* [About this task]: Look through the records below, and whenever a line contains "Paniza", copy it.

(Stored data entries)
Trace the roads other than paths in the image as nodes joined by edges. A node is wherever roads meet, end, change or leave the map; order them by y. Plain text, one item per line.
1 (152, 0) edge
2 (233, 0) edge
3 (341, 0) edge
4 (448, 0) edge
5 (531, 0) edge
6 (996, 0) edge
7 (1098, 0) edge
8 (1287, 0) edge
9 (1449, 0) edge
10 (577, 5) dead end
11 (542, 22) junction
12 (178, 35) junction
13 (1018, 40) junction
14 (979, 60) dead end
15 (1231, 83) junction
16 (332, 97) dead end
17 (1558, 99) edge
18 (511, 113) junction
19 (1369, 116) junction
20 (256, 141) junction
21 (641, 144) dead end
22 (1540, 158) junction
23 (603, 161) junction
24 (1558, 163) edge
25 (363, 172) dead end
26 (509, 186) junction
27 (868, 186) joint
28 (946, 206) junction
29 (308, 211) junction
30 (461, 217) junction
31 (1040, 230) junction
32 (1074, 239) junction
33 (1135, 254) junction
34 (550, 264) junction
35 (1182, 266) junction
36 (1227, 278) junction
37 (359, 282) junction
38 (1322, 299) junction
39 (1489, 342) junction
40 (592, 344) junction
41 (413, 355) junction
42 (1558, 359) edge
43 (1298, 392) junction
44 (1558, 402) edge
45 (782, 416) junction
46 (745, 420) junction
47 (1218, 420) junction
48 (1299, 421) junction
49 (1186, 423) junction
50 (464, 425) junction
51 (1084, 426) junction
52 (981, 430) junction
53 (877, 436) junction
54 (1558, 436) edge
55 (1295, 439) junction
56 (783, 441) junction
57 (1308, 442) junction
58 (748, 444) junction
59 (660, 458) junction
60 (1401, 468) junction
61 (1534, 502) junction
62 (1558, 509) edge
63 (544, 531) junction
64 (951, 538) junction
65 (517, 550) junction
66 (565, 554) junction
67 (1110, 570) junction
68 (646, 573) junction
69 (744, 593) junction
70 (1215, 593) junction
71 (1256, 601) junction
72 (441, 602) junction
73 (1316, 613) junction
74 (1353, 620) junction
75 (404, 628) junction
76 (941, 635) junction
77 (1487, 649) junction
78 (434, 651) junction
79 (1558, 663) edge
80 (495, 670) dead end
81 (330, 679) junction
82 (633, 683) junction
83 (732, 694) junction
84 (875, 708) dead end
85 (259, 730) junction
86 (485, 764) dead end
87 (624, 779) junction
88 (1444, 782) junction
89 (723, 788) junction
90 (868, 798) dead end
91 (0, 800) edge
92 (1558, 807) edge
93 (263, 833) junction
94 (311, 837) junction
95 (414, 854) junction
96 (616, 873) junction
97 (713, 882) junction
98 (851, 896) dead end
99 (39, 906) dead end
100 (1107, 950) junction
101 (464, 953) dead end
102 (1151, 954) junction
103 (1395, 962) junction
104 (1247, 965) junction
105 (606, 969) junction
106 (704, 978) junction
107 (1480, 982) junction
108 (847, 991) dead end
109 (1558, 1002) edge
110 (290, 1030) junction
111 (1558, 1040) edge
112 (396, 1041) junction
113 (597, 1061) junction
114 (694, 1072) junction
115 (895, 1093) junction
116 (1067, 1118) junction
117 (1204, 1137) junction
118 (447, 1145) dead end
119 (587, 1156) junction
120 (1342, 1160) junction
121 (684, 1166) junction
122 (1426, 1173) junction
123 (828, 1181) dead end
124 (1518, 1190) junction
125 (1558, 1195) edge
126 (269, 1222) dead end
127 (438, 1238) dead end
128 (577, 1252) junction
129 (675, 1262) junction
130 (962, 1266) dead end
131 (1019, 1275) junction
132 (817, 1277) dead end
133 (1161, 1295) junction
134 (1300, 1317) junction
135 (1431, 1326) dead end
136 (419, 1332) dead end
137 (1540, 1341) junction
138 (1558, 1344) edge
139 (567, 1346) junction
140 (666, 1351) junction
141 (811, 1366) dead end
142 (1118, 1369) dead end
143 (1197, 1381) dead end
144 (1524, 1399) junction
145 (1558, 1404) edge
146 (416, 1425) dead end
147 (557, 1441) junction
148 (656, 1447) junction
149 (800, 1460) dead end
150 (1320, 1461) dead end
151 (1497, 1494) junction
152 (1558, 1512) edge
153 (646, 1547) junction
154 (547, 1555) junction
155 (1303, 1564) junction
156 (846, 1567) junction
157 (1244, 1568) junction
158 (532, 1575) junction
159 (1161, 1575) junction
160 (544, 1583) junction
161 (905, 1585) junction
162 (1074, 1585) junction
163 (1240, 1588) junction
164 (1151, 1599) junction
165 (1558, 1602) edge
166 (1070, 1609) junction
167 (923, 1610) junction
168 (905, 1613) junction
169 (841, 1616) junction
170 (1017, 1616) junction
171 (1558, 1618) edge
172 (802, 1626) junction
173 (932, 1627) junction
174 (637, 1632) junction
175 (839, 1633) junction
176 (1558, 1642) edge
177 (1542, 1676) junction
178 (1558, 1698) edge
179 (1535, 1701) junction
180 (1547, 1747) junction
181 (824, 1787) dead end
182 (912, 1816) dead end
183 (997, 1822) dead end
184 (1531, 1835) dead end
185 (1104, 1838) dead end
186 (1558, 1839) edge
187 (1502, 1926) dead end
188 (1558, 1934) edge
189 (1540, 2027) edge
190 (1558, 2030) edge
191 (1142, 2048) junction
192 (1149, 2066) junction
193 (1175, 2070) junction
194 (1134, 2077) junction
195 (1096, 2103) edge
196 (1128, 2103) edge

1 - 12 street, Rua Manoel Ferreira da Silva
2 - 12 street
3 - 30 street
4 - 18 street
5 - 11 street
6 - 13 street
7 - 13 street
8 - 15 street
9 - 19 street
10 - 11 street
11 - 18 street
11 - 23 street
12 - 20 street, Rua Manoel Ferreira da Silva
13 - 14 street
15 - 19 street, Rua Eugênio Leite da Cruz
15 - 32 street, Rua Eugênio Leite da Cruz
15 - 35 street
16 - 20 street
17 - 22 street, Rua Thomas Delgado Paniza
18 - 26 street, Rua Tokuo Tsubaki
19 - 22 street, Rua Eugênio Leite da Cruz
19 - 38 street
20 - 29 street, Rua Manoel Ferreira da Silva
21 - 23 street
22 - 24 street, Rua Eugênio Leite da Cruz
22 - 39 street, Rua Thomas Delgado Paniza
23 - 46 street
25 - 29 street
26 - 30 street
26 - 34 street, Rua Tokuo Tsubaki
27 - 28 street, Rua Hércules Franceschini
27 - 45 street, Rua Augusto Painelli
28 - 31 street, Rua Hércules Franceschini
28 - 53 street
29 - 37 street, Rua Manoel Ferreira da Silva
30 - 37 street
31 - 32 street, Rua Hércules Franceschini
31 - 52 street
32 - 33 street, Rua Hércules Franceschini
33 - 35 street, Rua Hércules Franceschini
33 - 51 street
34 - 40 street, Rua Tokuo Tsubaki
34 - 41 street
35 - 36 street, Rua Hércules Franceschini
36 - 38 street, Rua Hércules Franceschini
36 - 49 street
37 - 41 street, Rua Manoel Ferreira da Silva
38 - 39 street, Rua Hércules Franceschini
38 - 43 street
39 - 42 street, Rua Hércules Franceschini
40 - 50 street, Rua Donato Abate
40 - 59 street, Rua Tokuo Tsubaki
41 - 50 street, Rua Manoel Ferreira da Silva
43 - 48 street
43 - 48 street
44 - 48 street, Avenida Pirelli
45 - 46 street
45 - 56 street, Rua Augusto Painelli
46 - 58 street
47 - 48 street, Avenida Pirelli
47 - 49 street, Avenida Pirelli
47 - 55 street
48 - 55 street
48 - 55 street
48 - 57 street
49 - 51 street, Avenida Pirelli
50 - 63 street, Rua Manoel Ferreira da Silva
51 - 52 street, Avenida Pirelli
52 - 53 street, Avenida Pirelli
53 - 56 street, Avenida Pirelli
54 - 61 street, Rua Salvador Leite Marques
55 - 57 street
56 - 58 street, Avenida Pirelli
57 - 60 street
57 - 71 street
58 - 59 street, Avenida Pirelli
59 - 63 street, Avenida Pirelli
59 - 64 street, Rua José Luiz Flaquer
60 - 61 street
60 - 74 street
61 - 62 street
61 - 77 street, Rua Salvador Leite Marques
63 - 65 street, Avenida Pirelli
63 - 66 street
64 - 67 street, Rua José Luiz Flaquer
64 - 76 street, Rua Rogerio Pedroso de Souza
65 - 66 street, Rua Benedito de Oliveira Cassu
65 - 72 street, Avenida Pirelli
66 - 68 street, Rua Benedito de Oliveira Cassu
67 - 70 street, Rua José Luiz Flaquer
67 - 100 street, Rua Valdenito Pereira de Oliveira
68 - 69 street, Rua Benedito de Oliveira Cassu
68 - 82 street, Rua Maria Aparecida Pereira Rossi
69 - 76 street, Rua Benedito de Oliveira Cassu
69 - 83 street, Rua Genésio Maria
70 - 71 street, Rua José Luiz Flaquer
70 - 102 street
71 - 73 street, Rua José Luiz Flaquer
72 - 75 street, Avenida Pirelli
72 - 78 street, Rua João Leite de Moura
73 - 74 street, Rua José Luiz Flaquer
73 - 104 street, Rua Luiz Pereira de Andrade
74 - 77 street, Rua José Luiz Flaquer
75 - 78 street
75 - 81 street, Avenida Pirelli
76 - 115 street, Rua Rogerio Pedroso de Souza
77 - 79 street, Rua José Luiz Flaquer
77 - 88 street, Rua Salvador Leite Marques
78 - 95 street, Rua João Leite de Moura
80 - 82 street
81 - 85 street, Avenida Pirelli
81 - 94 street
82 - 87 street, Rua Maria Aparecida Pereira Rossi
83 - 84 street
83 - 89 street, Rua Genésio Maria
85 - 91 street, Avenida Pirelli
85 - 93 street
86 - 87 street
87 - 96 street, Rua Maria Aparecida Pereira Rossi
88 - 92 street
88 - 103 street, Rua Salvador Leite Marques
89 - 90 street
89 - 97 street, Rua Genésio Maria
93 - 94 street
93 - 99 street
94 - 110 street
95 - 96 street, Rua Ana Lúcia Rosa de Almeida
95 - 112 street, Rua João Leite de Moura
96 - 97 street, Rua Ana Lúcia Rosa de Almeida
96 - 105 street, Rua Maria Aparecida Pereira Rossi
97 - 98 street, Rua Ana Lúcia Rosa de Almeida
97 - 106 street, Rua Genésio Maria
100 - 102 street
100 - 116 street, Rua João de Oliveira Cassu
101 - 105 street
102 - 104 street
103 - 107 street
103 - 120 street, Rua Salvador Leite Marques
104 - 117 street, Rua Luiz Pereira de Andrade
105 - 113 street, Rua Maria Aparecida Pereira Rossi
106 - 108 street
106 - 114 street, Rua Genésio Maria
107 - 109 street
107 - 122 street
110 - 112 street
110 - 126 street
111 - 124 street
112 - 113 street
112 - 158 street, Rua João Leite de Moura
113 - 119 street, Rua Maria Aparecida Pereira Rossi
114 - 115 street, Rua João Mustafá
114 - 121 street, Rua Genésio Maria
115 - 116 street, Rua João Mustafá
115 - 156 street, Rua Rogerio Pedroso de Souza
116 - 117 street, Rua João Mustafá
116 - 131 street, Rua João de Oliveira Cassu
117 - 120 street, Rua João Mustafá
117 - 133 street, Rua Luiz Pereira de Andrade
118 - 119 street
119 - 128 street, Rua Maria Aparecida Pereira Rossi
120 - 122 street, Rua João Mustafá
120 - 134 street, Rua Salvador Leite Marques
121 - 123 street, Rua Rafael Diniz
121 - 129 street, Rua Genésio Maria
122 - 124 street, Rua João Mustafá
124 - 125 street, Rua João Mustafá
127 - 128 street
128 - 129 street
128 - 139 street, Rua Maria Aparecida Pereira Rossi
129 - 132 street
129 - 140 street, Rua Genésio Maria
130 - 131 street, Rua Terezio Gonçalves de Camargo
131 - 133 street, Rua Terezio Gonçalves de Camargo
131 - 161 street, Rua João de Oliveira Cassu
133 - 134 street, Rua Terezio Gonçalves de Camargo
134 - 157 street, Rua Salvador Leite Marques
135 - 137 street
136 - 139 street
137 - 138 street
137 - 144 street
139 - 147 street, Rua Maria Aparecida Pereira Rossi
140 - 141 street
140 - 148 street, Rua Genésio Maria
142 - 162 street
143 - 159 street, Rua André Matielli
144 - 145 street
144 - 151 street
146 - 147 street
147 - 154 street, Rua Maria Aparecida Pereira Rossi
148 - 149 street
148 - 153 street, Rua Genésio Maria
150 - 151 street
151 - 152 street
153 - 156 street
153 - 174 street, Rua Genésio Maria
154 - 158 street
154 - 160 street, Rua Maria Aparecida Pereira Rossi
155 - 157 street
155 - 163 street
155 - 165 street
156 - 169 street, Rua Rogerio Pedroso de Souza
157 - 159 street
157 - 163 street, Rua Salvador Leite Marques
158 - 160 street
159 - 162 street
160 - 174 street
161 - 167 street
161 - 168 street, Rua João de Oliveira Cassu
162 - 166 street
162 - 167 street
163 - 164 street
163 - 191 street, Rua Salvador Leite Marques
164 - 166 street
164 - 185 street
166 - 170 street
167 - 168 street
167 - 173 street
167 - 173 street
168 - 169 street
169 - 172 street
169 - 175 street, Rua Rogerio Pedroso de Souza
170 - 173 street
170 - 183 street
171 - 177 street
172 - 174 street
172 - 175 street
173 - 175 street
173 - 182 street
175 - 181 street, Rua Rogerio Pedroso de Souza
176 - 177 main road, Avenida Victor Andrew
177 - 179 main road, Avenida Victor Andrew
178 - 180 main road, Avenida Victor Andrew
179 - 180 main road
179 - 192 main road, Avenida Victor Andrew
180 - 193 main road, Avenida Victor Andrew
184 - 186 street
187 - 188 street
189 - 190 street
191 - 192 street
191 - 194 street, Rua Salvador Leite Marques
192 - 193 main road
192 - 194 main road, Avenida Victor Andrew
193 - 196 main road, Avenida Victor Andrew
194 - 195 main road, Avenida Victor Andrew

* [Written answer]:
17 - 22 street, Rua Thomas Delgado Paniza
22 - 39 street, Rua Thomas Delgado Paniza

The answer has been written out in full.